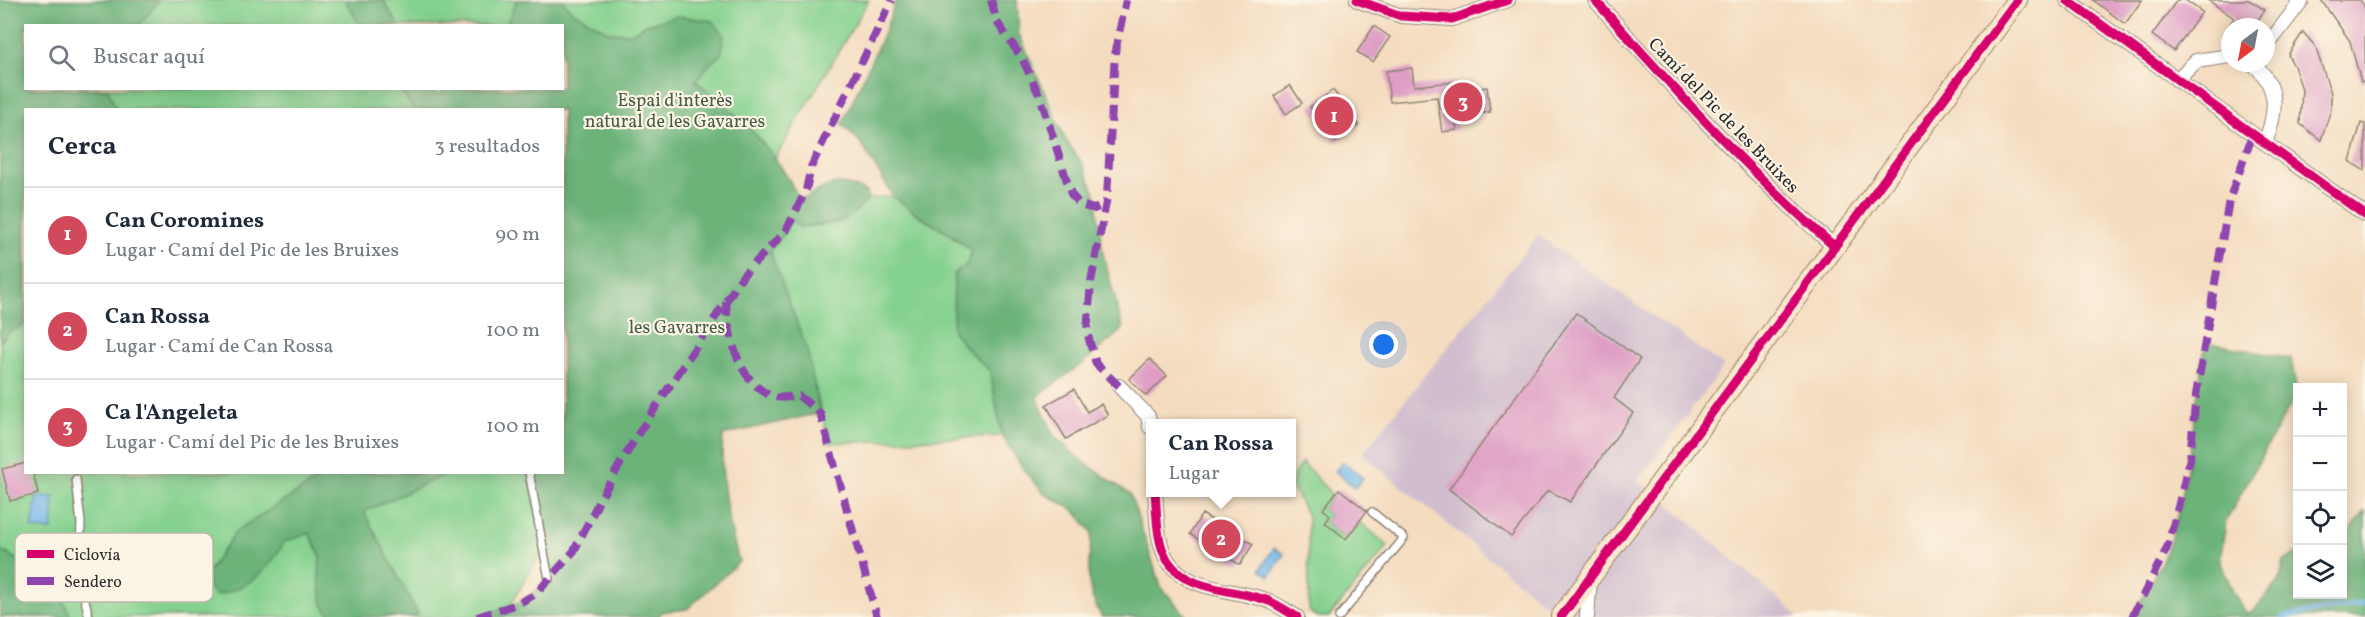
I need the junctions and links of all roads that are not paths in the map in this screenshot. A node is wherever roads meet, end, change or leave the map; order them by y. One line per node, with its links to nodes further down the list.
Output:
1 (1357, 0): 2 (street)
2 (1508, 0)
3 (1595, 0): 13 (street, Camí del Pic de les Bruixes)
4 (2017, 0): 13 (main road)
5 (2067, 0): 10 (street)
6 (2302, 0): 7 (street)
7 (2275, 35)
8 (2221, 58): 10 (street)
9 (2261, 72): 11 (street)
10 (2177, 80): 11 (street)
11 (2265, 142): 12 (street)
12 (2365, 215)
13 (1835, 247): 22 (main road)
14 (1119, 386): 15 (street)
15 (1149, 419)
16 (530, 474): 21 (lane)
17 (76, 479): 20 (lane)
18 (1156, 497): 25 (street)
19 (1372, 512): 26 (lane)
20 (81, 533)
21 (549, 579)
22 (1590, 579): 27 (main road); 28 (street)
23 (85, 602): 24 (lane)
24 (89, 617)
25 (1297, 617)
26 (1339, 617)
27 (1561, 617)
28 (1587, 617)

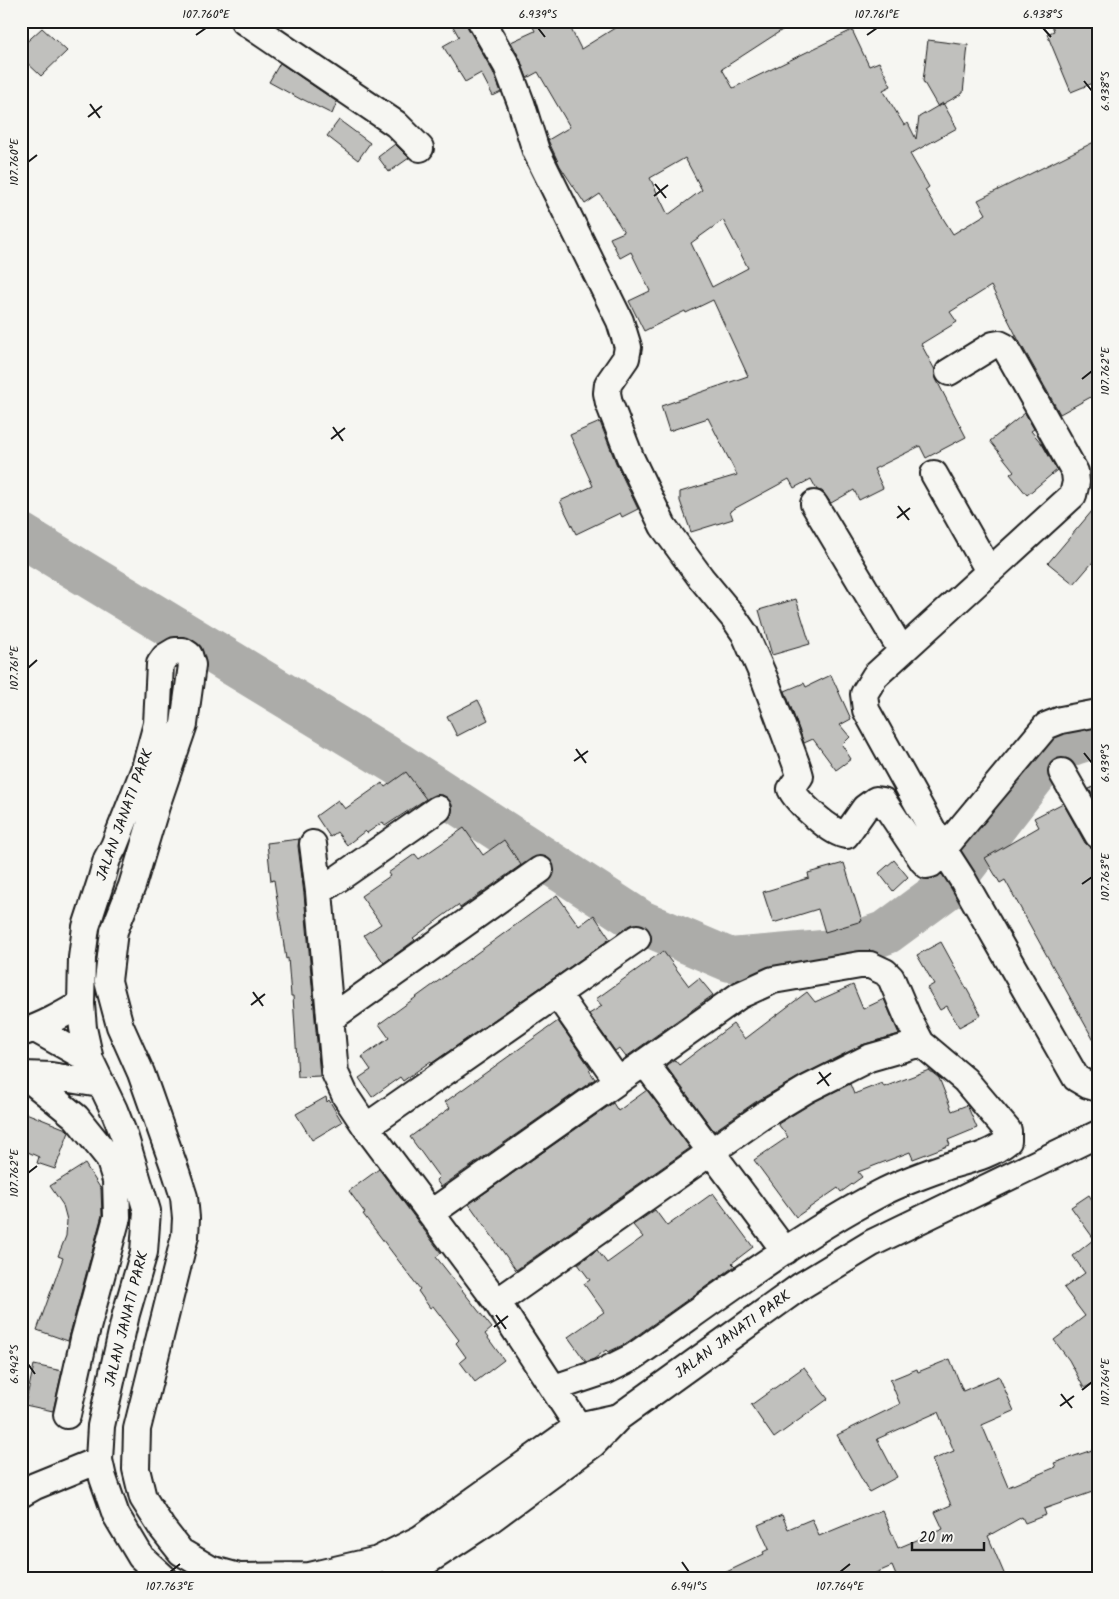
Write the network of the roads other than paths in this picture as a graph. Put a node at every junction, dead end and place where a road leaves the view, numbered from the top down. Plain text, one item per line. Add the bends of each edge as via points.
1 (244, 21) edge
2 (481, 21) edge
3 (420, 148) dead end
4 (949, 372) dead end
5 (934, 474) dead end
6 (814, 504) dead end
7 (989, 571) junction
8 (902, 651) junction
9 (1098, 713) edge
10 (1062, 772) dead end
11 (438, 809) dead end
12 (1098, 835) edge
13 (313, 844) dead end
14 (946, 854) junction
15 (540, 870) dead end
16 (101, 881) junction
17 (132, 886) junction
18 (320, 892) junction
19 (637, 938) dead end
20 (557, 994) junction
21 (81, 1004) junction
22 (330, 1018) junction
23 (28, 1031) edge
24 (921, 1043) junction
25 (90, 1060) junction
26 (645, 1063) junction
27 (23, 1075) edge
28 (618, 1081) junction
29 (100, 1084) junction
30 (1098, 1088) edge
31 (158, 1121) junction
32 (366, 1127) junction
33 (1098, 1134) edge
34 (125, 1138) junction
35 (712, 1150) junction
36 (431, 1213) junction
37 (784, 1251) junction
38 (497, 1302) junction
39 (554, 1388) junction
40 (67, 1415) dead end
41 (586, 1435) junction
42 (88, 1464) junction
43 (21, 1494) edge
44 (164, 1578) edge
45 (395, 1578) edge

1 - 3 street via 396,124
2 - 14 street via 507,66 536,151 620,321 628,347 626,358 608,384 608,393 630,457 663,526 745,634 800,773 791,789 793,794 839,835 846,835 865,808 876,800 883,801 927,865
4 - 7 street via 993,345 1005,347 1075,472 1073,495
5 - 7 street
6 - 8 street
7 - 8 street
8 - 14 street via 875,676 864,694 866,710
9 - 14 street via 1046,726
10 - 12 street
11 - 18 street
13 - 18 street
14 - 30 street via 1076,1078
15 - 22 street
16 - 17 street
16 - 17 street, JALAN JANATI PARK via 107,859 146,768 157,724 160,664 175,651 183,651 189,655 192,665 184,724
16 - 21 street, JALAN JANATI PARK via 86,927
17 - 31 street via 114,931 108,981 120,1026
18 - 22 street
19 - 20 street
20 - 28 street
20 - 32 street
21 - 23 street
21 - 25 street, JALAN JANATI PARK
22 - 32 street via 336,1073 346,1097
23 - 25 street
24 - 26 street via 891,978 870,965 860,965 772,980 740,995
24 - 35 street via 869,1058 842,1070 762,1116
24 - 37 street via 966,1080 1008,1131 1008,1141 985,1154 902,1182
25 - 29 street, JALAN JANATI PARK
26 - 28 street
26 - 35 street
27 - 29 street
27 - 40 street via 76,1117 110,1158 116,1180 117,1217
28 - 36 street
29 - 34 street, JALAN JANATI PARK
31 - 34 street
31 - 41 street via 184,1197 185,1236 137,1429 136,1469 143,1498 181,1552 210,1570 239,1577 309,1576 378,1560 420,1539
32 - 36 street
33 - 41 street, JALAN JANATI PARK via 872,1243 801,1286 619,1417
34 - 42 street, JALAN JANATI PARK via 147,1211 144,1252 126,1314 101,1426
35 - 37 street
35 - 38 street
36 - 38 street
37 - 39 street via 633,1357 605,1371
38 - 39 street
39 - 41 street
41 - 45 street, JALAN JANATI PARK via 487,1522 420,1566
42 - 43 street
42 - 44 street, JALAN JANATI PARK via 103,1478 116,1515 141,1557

What is being asked —
Should a line in the material contain "lane", copy it.

Result below —
16 (530, 474): 21 (lane)
17 (76, 479): 20 (lane)
19 (1372, 512): 26 (lane)
23 (85, 602): 24 (lane)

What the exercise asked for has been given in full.